The finer the dots (also called pixel elements) are, the more
information can be stored.
[0050] The lens 11 with the short focal distance is used for the
size-reduction of the reading device. The close-up photographing
distance (the distance between the lens 2 and the two-dimensional
bar code printed on the piece of paper 50) of the camera is very
short. It is seen that the peripheral area of the photographed
two-dimensional bar code is somewhat rounded. Therefore, it is
impossible to decode the bar code under this condition because of
the distortion in the image. The shorter the close-up photographing
distance of the camera is, the greater the distortion in the image
is.
[0051] In order to correct the distortion, the image shown in FIG.
5(B) is obtained by photographing the grids printed on a similar
piece of paper 50 by the reading device. The distortion of the
grids is recognized in this image. The coordinates of the four
corner points O, P, Q, R of one of the distorted squares of the
distorted grids are obtained (FIG. 6).
[0052] The distorted square obtained from the procedure described
above is then transformed to an accurate square by the projection
transform. For example, as schematically seen from FIG. 4, the
points O, P, Q, R before the transformation are moved to the points
O', P', Q, R for obtaining the accurate square through the
projection transform. As it is seen from the FIG. 5(C), the
distorted squares are now corrected. The data for moving the pixel
elements in each of the distorted squares to the correct locations
can be acquired from the above mentioned processes. Then, the
projection transform matrix is obtained and stored as the
correction data.
[0053] The projection transform is then performed to the
photographed image of the two-dimensional bar code (FIG. 5(A)) by
using the correction data. The corrected image shown in FIG. 5(D)
is, then, acquired. It can be seen from this image that the rounded
peripheral area of the image has been corrected. The reproduction
of the two-dimensional bar code based on the corrected image now
becomes possible.
[0054] Next, the bright spots correction in each divided block at
the step 109 will be explained by referring to FIGS. 7-9. It is
ideal to obtain the image with a uniform brightness such as the one
shown in FIG. 7(A), when the reading device with the area sensor
captures a photographic image of the two-dimensional bar code.
[0055] However, in practice, the image that has a variation in
brightness, such as the one shown in FIG. 7(B), is obtained
depending on the location of the LED 10 mounted on the reading
device and other factors. In the example of the image shown in FIG.
7(B), two LED light sources are located near the upper and lower
sides of the card 50, making the upper and lower sides brighter
than the middle of the image.
[0056] Therefore, it is not possible to accurately reproduce the
two-dimensional bar code.

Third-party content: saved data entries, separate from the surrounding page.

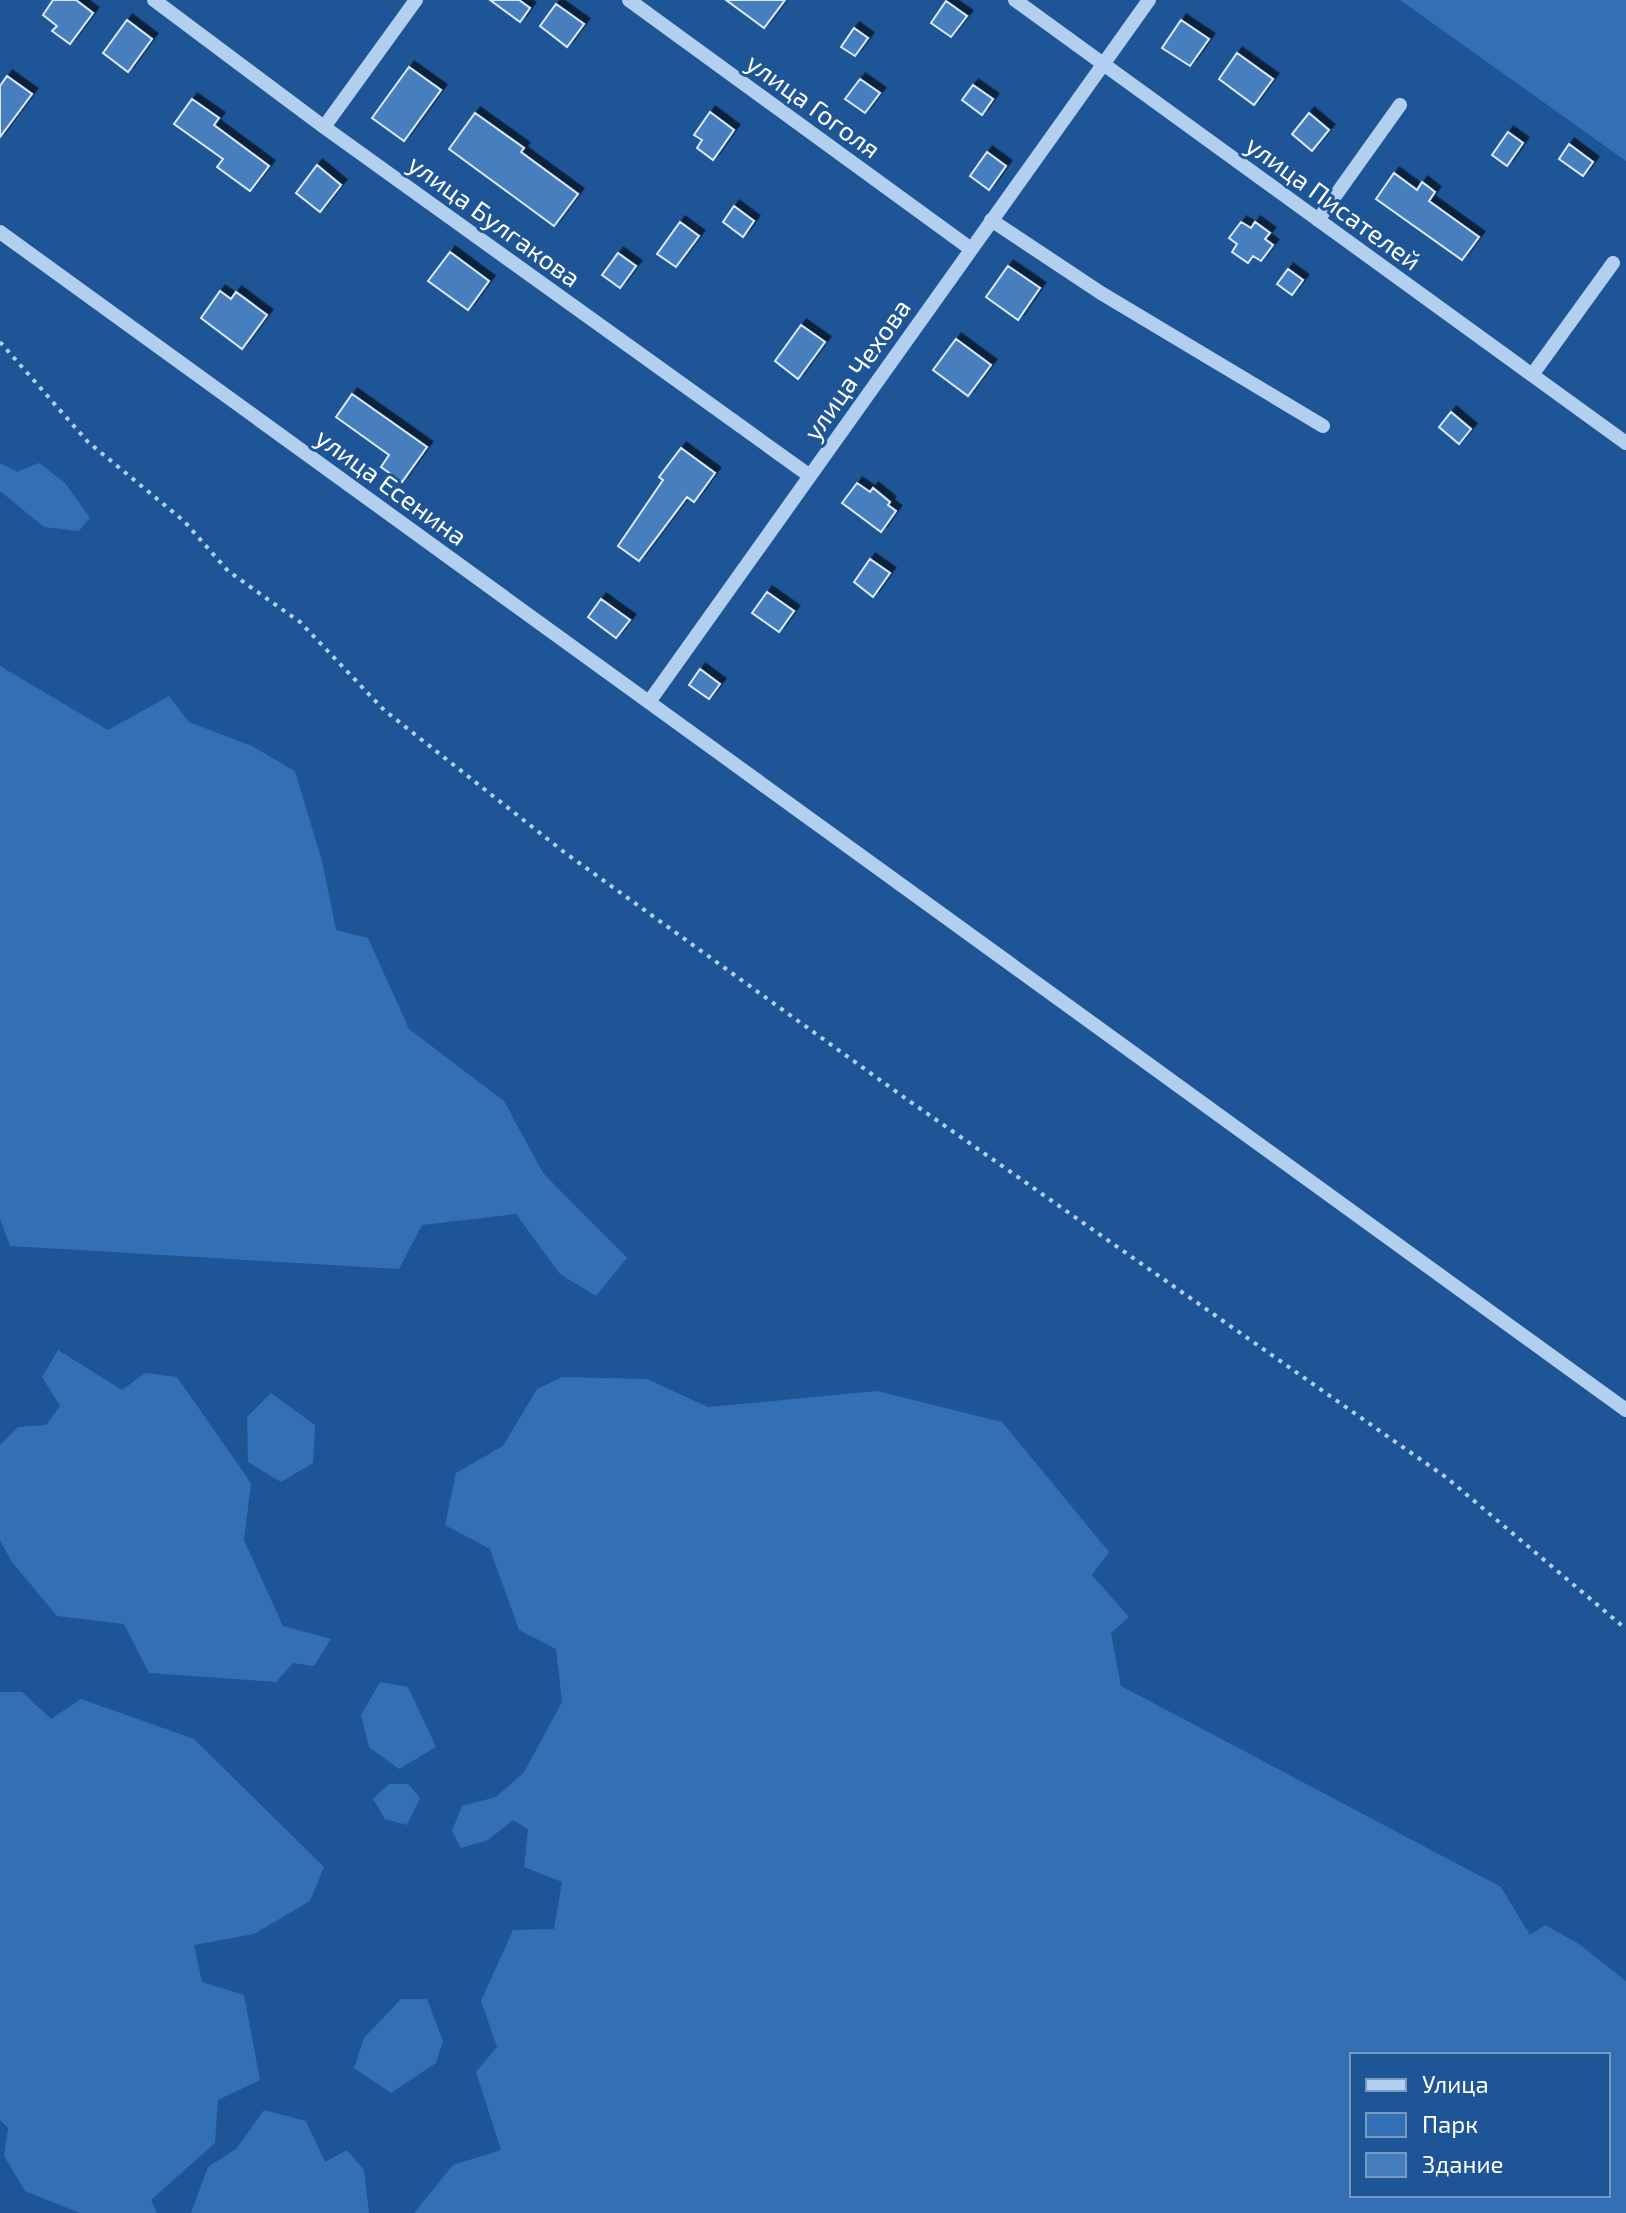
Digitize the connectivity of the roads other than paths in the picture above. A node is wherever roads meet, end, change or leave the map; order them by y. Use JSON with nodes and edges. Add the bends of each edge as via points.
{"nodes":[{"id":1,"x":154,"y":0,"type":"edge"},
{"id":2,"x":416,"y":0,"type":"edge"},
{"id":3,"x":629,"y":0,"type":"edge"},
{"id":4,"x":1015,"y":0,"type":"edge"},
{"id":5,"x":1149,"y":0,"type":"edge"},
{"id":6,"x":1102,"y":63,"type":"junction"},
{"id":7,"x":1400,"y":105,"type":"dead end"},
{"id":8,"x":324,"y":127,"type":"junction"},
{"id":9,"x":991,"y":220,"type":"junction"},
{"id":10,"x":1318,"y":220,"type":"junction"},
{"id":11,"x":0,"y":232,"type":"edge"},
{"id":12,"x":971,"y":249,"type":"junction"},
{"id":13,"x":1613,"y":263,"type":"dead end"},
{"id":14,"x":1532,"y":375,"type":"junction"},
{"id":15,"x":1323,"y":426,"type":"dead end"},
{"id":16,"x":1626,"y":443,"type":"edge"},
{"id":17,"x":810,"y":476,"type":"junction"},
{"id":18,"x":649,"y":702,"type":"junction"},
{"id":19,"x":1626,"y":1410,"type":"edge"}],
"edges":[{"from":1,"to":8,"type":"street","name":"улица Булгакова"},
{"from":2,"to":8,"type":"street"},
{"from":3,"to":12,"type":"street","name":"улица Гоголя"},
{"from":4,"to":6,"type":"street","name":"улица Писателей"},
{"from":5,"to":6,"type":"street","name":"улица Чехова"},
{"from":6,"to":9,"type":"street","name":"улица Чехова"},
{"from":6,"to":10,"type":"street","name":"улица Писателей"},
{"from":7,"to":10,"type":"street"},
{"from":8,"to":17,"type":"street","name":"улица Булгакова"},
{"from":9,"to":12,"type":"street","name":"улица Чехова"},
{"from":9,"to":15,"type":"street","via":[[1101,293]]},
{"from":10,"to":14,"type":"street","name":"улица Писателей"},
{"from":11,"to":18,"type":"street","name":"улица Есенина"},
{"from":12,"to":17,"type":"street","name":"улица Чехова"},
{"from":13,"to":14,"type":"street"},
{"from":14,"to":16,"type":"street","name":"улица Писателей"},
{"from":17,"to":18,"type":"street","name":"улица Чехова"},
{"from":18,"to":19,"type":"street","name":"улица Есенина"}]}
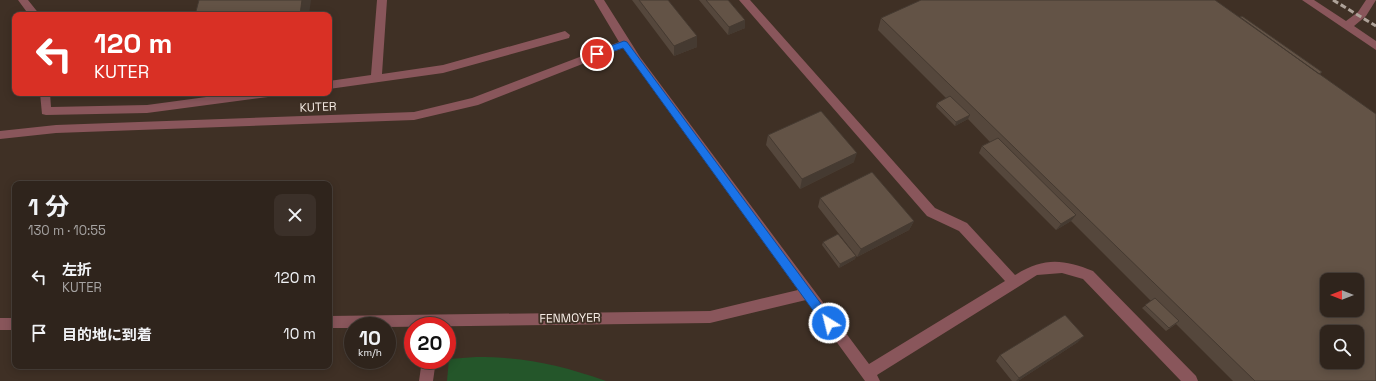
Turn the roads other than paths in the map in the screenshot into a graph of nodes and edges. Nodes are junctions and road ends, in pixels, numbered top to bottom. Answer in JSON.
{"nodes":[{"id":1,"x":23,"y":0,"type":"edge"},
{"id":2,"x":382,"y":0,"type":"edge"},
{"id":3,"x":599,"y":0,"type":"edge"},
{"id":4,"x":744,"y":0,"type":"edge"},
{"id":5,"x":1307,"y":0,"type":"edge"},
{"id":6,"x":1370,"y":0,"type":"edge"},
{"id":7,"x":32,"y":12,"type":"edge"},
{"id":8,"x":1347,"y":26,"type":"junction"},
{"id":9,"x":565,"y":35,"type":"dead end"},
{"id":10,"x":624,"y":44,"type":"junction"},
{"id":11,"x":1376,"y":46,"type":"edge"},
{"id":12,"x":376,"y":78,"type":"junction"},
{"id":13,"x":332,"y":85,"type":"edge"},
{"id":14,"x":46,"y":96,"type":"edge"},
{"id":15,"x":245,"y":96,"type":"edge"},
{"id":16,"x":0,"y":134,"type":"edge"},
{"id":17,"x":1014,"y":282,"type":"junction"},
{"id":18,"x":808,"y":294,"type":"junction"},
{"id":19,"x":332,"y":322,"type":"edge"},
{"id":20,"x":404,"y":323,"type":"edge"},
{"id":21,"x":456,"y":323,"type":"edge"},
{"id":22,"x":0,"y":324,"type":"edge"},
{"id":23,"x":12,"y":324,"type":"edge"},
{"id":24,"x":428,"y":369,"type":"edge"},
{"id":25,"x":870,"y":377,"type":"edge"},
{"id":26,"x":426,"y":381,"type":"edge"},
{"id":27,"x":1191,"y":381,"type":"edge"}],
"edges":[{"from":1,"to":7,"type":"lane"},
{"from":2,"to":12,"type":"lane"},
{"from":3,"to":10,"type":"lane"},
{"from":4,"to":17,"type":"lane"},
{"from":5,"to":8,"type":"lane"},
{"from":6,"to":8,"type":"lane"},
{"from":8,"to":11,"type":"lane"},
{"from":9,"to":12,"type":"lane"},
{"from":10,"to":16,"type":"lane","name":"KUTER"},
{"from":10,"to":18,"type":"lane"},
{"from":12,"to":13,"type":"lane"},
{"from":14,"to":15,"type":"lane"},
{"from":17,"to":25,"type":"lane"},
{"from":17,"to":27,"type":"lane"},
{"from":18,"to":21,"type":"lane","name":"FENMOYER"},
{"from":18,"to":25,"type":"lane"},
{"from":19,"to":20,"type":"lane","name":"FENMOYER"},
{"from":22,"to":23,"type":"lane"},
{"from":24,"to":26,"type":"lane"}]}
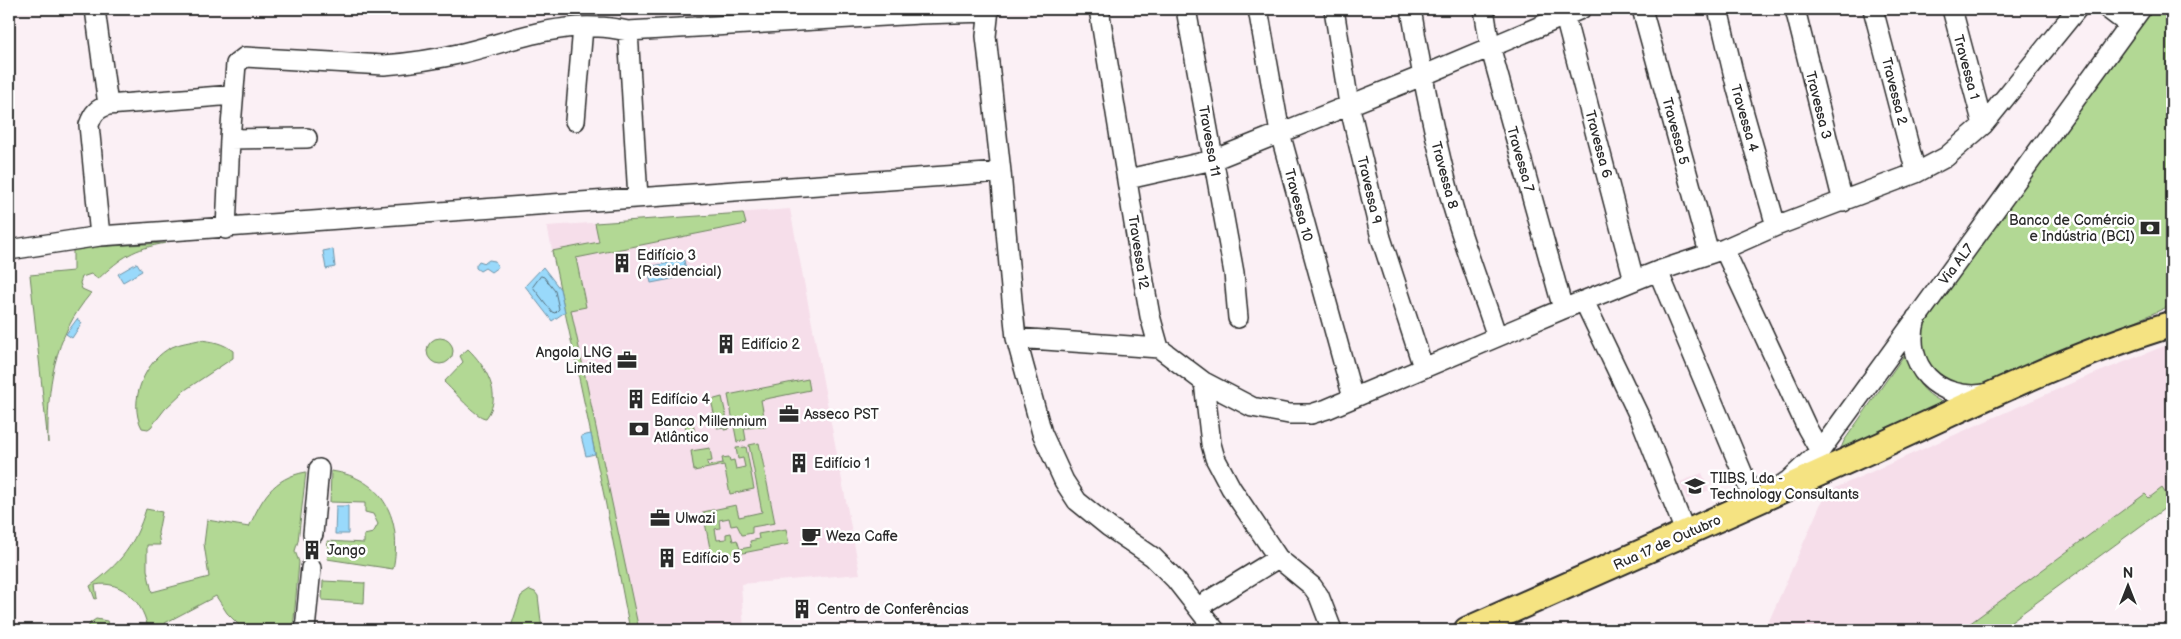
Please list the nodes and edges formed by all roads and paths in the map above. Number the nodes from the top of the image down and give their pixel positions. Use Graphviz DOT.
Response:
graph roads {
  1 [pos="95,9"];
  2 [pos="1099,9"];
  3 [pos="1186,9"];
  4 [pos="1258,9"];
  5 [pos="1334,9"];
  6 [pos="1411,9"];
  7 [pos="1484,9"];
  8 [pos="1642,9"];
  9 [pos="1718,9"];
  10 [pos="1795,9"];
  11 [pos="1873,9"];
  12 [pos="1952,9"];
  13 [pos="2077,9"];
  14 [pos="2108,9"];
  15 [pos="2141,9"];
  16 [pos="989,10"];
  17 [pos="920,11"];
  18 [pos="1570,11"];
  19 [pos="593,21"];
  20 [pos="2129,25"];
  21 [pos="628,31"];
  22 [pos="1490,46"];
  23 [pos="1422,76"];
  24 [pos="233,94"];
  25 [pos="1350,104"];
  26 [pos="108,105"];
  27 [pos="575,121"];
  28 [pos="1983,125"];
  29 [pos="1280,133"];
  30 [pos="307,138"];
  31 [pos="230,139"];
  32 [pos="1213,160"];
  33 [pos="1002,172"];
  34 [pos="1916,173"];
  35 [pos="1128,179"];
  36 [pos="638,198"];
  37 [pos="1843,202"];
  38 [pos="1776,226"];
  39 [pos="226,228"];
  40 [pos="100,236"];
  41 [pos="9,250"];
  42 [pos="1717,251"];
  43 [pos="1658,271"];
  44 [pos="1634,280"];
  45 [pos="1584,301"];
  46 [pos="1563,308"];
  47 [pos="2172,310"];
  48 [pos="1918,314"];
  49 [pos="1238,318"];
  50 [pos="2172,324"];
  51 [pos="1497,337"];
  52 [pos="1016,338"];
  53 [pos="1159,348"];
  54 [pos="2085,355"];
  55 [pos="1424,367"];
  56 [pos="1204,382"];
  57 [pos="2011,386"];
  58 [pos="1353,398"];
  59 [pos="1820,450"];
  60 [pos="318,469"];
  61 [pos="1755,503"];
  62 [pos="313,534"];
  63 [pos="1686,534"];
  64 [pos="1278,558"];
  65 [pos="311,568"];
  66 [pos="1198,607"];
  67 [pos="1510,612"];
  68 [pos="305,630"];
  69 [pos="1215,630"];
  70 [pos="1332,630"];
  71 [pos="1467,630"];
  72 [pos="1489,630"];
  1 -- 26 [label="street"];
  2 -- 35 [label="street, Travessa 12"];
  3 -- 32 [label="street, Travessa 11"];
  4 -- 29 [label="street, Travessa 10"];
  5 -- 25 [label="street, Travessa 9"];
  6 -- 23 [label="street, Travessa 8"];
  7 -- 22 [label="street, Travessa 7"];
  8 -- 42 [label="street, Travessa 5"];
  9 -- 38 [label="street, Travessa 4"];
  10 -- 37 [label="street, Travessa 3"];
  11 -- 34 [label="street, Travessa 2"];
  12 -- 28 [label="street, Travessa 1"];
  13 -- 28 [label="street"];
  14 -- 20 [label="street"];
  15 -- 20 [label="street, Via AL7"];
  16 -- 17 [label="street"];
  16 -- 33 [label="street"];
  17 -- 21 [label="street"];
  18 -- 22 [label="street"];
  18 -- 44 [label="street, Travessa 6"];
  19 -- 21 [label="street"];
  19 -- 24 [label="street"];
  19 -- 27 [label="street"];
  20 -- 48 [label="street, Via AL7"];
  21 -- 36 [label="street"];
  22 -- 23 [label="street"];
  22 -- 46 [label="street, Travessa 7"];
  23 -- 25 [label="street"];
  23 -- 51 [label="street, Travessa 8"];
  24 -- 26 [label="street"];
  24 -- 31 [label="street"];
  25 -- 29 [label="street"];
  25 -- 55 [label="street, Travessa 9"];
  26 -- 40 [label="street"];
  28 -- 34 [label="street"];
  29 -- 32 [label="street"];
  29 -- 58 [label="street, Travessa 10"];
  30 -- 31 [label="street"];
  31 -- 39 [label="street"];
  32 -- 35 [label="street"];
  32 -- 49 [label="street, Travessa 11"];
  33 -- 36 [label="street"];
  33 -- 52 [label="street"];
  34 -- 37 [label="street"];
  35 -- 53 [label="street, Travessa 12"];
  36 -- 39 [label="street"];
  37 -- 38 [label="street"];
  38 -- 42 [label="street"];
  39 -- 40 [label="street"];
  40 -- 41 [label="street"];
  42 -- 43 [label="street"];
  42 -- 59 [label="street, Travessa 5"];
  43 -- 44 [label="street"];
  43 -- 61 [label="street"];
  44 -- 45 [label="street"];
  45 -- 46 [label="street"];
  45 -- 63 [label="street"];
  46 -- 51 [label="street"];
  47 -- 54 [label="main road, Rua 17 de Outubro"];
  48 -- 57 [label="street"];
  48 -- 59 [label="street, Via AL7"];
  50 -- 54 [label="main road, Rua 17 de Outubro"];
  51 -- 55 [label="street"];
  52 -- 53 [label="street"];
  52 -- 66 [label="street"];
  53 -- 56 [label="street"];
  54 -- 57 [label="main road, Rua 17 de Outubro"];
  55 -- 58 [label="street"];
  56 -- 58 [label="street"];
  56 -- 64 [label="street"];
  57 -- 61 [label="main road, Rua 17 de Outubro"];
  59 -- 61 [label="street, Via AL7"];
  60 -- 62 [label="street"];
  61 -- 63 [label="main road, Rua 17 de Outubro"];
  63 -- 67 [label="main road, Rua 17 de Outubro"];
  64 -- 66 [label="street"];
  64 -- 70 [label="street"];
  65 -- 68 [label="street"];
  66 -- 69 [label="street"];
  67 -- 71 [label="main road, Rua 17 de Outubro"];
  67 -- 72 [label="main road"];
}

The image processing is performed to the
image with the varied brightness in order to acquire a proper
image. The area with a brightness lower than a standard value
(threshold value) is converted into black area and the area with a
brightness higher than the predetermined value is converted into
white area through this processing (referred to as a divalent
processing, hereinafter), obtaining the image shown in FIG.
7(C).
[0057] Here, in the figure, the upper and lower parts of the image
of the two-dimensional bar code do not appear. This is because the
`black` pixel elements in the brighter area located upper and lower
parts of the image is brighter than the `white` pixel elements in
the darker area located in the middle. Thus, the `black` pixel
elements in the brighter area located upper and lower parts of the
image are transformed into `white` when the brightness correction
is performed based on a single standard value.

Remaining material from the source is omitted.